Sementara itu, dalam langkah yang jarang terjadi, Shin Bet mengeluarkan pernyataan resmi yang mengecam tuduhan Netanyahu. Lembaga tersebut menegaskan bahwa tuduhan terhadap Ronen Bar tidak berdasar, serta menekankan bahwa sang kepala badan keamanan sepenuhnya fokus pada tugasnya, termasuk menjaga keamanan nasional dan membebaskan sandera yang masih berada di Gaza.
Bar, yang telah memimpin Shin Bet sejak 2021, memang memiliki hubungan yang tidak harmonis dengan Netanyahu. Ketegangan di antara keduanya semakin meningkat setelah Shin Bet merilis laporan internal mengenai kegagalan mencegah serangan Hamas. Laporan tersebut menyoroti bagaimana kebijakan “ketenangan” selama ini justru memungkinkan Hamas memperkuat kemampuan militernya secara signifikan.
Setelah laporan itu dirilis pada 4 Maret, Netanyahu dikabarkan mendesak Bar untuk mengundurkan diri, meskipun masa jabatannya baru berakhir pada Oktober 2026. Namun, media Israel melaporkan bahwa Bar menolak untuk mundur. Jika Netanyahu tetap bersikeras, ia harus memecat Bar secara langsungāsebuah langkah yang dapat memicu ketidakstabilan lebih lanjut di tengah perang yang masih berkecamuk di Jalur Gaza.

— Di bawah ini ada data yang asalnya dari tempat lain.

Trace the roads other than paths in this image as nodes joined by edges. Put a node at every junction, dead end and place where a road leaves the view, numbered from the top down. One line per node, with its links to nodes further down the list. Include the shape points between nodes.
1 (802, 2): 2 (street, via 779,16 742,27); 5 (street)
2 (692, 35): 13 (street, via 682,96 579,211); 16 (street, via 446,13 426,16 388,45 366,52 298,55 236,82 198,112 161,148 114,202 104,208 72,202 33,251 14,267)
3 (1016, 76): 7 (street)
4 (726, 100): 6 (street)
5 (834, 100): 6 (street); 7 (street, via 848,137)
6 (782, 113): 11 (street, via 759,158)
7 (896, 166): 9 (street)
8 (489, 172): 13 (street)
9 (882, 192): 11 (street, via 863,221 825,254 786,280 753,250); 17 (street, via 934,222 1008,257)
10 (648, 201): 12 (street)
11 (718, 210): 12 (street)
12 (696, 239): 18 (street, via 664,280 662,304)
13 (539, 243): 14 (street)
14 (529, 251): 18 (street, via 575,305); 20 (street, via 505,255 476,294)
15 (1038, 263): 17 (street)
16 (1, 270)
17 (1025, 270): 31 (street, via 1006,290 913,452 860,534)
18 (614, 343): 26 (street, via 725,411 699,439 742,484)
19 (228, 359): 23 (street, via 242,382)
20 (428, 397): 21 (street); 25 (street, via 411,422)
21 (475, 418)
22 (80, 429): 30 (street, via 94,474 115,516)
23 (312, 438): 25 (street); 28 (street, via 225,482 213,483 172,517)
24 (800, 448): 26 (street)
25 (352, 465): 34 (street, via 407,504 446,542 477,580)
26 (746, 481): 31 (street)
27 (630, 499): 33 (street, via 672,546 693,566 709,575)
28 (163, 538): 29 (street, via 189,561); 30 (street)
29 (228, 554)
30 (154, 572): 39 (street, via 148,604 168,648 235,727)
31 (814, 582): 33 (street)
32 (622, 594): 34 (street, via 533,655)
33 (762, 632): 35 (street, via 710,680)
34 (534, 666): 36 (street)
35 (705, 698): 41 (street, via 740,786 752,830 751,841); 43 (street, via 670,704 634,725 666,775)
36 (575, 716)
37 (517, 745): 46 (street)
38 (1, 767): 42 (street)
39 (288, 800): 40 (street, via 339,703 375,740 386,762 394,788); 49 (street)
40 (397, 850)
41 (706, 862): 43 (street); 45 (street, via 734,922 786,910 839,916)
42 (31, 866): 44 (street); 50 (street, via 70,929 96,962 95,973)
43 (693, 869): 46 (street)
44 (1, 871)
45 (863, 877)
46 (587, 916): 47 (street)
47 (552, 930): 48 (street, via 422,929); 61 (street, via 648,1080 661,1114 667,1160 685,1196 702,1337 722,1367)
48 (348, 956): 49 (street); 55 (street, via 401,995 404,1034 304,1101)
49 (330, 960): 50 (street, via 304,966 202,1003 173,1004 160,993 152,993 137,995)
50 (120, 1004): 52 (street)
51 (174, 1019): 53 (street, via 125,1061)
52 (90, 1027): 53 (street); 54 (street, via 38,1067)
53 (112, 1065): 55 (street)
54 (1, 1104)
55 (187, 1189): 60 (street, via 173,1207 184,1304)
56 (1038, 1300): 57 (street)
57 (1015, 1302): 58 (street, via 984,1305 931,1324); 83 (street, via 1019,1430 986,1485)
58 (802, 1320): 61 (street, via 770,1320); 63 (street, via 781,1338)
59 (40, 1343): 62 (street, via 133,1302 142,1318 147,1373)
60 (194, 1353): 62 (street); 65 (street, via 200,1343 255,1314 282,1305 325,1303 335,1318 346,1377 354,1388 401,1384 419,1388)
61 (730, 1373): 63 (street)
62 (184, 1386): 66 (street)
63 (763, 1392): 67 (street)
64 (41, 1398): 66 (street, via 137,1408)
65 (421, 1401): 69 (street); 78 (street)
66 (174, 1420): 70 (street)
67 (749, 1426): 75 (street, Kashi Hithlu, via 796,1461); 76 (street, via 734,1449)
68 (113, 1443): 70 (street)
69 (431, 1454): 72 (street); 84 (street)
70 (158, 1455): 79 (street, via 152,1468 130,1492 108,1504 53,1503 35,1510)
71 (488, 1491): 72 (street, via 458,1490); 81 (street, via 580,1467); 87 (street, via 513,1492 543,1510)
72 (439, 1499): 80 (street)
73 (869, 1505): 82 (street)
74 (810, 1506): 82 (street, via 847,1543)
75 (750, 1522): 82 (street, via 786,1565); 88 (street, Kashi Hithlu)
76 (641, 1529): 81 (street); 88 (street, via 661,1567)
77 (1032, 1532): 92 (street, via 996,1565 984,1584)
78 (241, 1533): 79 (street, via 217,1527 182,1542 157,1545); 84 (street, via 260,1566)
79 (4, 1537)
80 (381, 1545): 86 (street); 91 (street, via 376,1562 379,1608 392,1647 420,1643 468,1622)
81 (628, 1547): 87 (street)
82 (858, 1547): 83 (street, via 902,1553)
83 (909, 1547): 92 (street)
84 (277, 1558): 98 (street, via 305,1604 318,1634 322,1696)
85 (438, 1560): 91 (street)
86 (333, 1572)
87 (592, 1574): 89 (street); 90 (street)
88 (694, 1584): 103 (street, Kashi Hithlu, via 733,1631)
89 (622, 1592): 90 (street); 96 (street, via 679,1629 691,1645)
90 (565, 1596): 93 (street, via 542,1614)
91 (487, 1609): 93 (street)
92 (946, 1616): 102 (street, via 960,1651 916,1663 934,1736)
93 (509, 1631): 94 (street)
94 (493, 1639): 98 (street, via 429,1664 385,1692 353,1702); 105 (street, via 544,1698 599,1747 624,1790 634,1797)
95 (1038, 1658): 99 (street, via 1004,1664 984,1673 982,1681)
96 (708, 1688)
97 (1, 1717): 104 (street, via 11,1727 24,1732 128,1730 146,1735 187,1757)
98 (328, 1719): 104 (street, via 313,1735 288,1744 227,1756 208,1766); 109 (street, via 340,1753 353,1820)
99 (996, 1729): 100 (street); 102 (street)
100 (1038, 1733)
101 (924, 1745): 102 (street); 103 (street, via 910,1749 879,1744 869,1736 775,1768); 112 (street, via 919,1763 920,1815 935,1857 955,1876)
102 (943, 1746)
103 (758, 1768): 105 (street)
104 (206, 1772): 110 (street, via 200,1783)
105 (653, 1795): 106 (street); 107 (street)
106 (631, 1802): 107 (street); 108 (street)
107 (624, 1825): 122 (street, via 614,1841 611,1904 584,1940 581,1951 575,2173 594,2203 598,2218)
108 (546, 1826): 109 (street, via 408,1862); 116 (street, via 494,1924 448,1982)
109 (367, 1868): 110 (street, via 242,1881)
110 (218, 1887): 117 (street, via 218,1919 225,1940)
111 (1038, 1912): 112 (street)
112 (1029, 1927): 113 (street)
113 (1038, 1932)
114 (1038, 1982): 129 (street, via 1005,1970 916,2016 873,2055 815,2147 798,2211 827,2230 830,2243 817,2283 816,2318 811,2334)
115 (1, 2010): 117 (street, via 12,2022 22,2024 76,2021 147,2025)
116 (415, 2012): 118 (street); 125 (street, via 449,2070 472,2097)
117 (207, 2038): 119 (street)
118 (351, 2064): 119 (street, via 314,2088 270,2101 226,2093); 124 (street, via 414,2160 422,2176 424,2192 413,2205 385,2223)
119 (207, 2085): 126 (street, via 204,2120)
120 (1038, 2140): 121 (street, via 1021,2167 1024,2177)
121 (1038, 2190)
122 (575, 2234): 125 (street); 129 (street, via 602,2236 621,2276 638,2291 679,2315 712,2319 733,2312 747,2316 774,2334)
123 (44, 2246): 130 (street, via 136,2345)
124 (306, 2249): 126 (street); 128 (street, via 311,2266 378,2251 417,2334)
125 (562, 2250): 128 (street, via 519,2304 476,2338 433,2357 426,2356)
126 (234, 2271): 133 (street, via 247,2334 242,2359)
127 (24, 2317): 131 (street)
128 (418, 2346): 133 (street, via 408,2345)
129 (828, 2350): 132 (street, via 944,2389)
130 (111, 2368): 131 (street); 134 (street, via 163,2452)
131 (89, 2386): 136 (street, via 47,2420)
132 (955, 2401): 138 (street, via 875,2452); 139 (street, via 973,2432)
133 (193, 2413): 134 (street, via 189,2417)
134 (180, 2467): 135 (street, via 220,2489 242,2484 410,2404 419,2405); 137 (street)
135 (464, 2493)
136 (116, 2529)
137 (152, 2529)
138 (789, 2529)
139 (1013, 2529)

Dengan negosiasi gencatan senjata di Qatar yang masih berlangsung, perpecahan di dalam pemerintahan dan lembaga keamanan Israel semakin menambah ketidakpastian politik dan militer di kawasan. Apakah Netanyahu akan mengambil langkah drastis untuk menyingkirkan Bar? Ataukah krisis ini justru akan semakin memperlemah posisinya di tengah gejolak konflik yang terus berlanjut?